**AIM OF THE TASK:** Retype the whole listing verbatim and keep the pictures out of it.

--- AVAILABLE DATA Enclosed Below ---

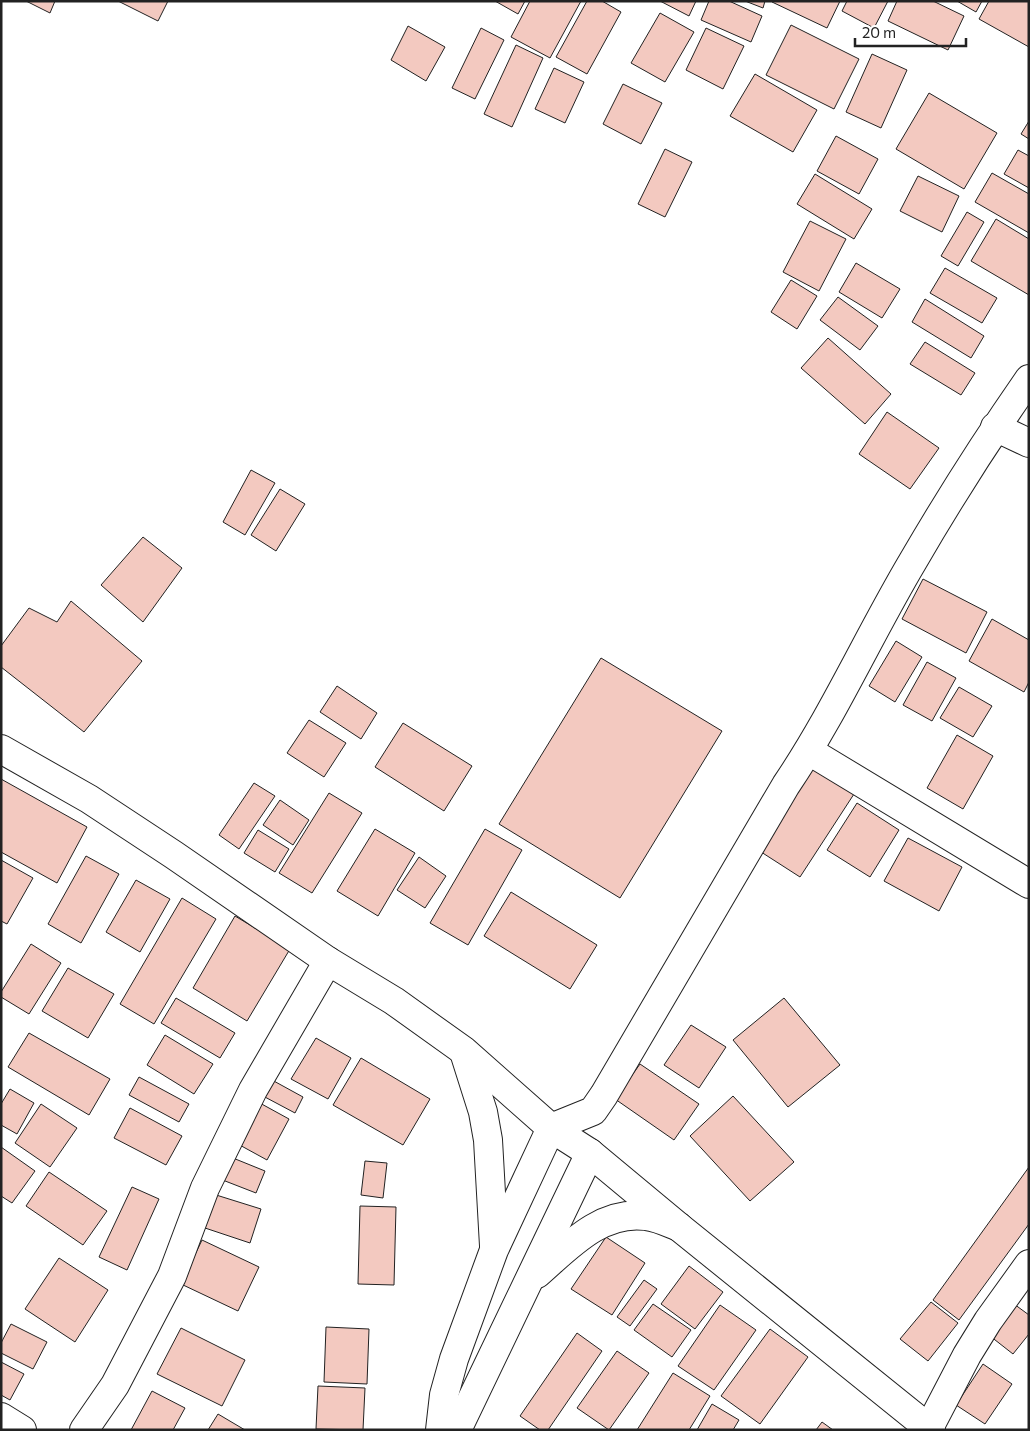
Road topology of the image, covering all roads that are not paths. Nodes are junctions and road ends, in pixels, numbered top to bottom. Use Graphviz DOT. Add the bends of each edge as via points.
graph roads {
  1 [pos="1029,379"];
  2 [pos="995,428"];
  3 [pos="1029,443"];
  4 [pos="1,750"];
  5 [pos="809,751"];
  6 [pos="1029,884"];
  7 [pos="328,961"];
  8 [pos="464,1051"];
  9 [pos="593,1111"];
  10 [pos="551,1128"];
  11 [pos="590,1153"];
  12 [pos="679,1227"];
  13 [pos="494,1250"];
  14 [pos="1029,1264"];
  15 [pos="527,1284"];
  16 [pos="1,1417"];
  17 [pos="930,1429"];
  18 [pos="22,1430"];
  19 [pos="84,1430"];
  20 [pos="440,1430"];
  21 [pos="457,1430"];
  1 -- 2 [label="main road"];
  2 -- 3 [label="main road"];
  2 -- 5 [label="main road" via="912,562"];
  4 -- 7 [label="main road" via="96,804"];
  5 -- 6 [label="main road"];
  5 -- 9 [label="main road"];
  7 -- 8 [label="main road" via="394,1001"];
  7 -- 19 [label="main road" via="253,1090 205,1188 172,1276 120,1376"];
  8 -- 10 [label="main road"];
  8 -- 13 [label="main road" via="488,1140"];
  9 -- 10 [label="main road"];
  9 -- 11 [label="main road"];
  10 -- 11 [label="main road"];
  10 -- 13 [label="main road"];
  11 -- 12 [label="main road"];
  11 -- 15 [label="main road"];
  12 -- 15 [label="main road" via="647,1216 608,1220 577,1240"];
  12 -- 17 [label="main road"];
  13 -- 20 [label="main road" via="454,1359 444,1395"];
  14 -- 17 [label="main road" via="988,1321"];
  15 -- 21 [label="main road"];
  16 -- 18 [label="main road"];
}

--- End of Enclosed AVAILABLE DATA ---

**RESPONSE AREA:**
Road topology of the image, covering all roads that are not paths. Nodes are junctions and road ends, in pixels, numbered top to bottom. Use Graphviz DOT. Add the bends of each edge as via points.
graph roads {
  1 [pos="1029,379"];
  2 [pos="995,428"];
  3 [pos="1029,443"];
  4 [pos="1,750"];
  5 [pos="809,751"];
  6 [pos="1029,884"];
  7 [pos="328,961"];
  8 [pos="464,1051"];
  9 [pos="593,1111"];
  10 [pos="551,1128"];
  11 [pos="590,1153"];
  12 [pos="679,1227"];
  13 [pos="494,1250"];
  14 [pos="1029,1264"];
  15 [pos="527,1284"];
  16 [pos="1,1417"];
  17 [pos="930,1429"];
  18 [pos="22,1430"];
  19 [pos="84,1430"];
  20 [pos="440,1430"];
  21 [pos="457,1430"];
  1 -- 2 [label="main road"];
  2 -- 3 [label="main road"];
  2 -- 5 [label="main road" via="912,562"];
  4 -- 7 [label="main road" via="96,804"];
  5 -- 6 [label="main road"];
  5 -- 9 [label="main road"];
  7 -- 8 [label="main road" via="394,1001"];
  7 -- 19 [label="main road" via="253,1090 205,1188 172,1276 120,1376"];
  8 -- 10 [label="main road"];
  8 -- 13 [label="main road" via="488,1140"];
  9 -- 10 [label="main road"];
  9 -- 11 [label="main road"];
  10 -- 11 [label="main road"];
  10 -- 13 [label="main road"];
  11 -- 12 [label="main road"];
  11 -- 15 [label="main road"];
  12 -- 15 [label="main road" via="647,1216 608,1220 577,1240"];
  12 -- 17 [label="main road"];
  13 -- 20 [label="main road" via="454,1359 444,1395"];
  14 -- 17 [label="main road" via="988,1321"];
  15 -- 21 [label="main road"];
  16 -- 18 [label="main road"];
}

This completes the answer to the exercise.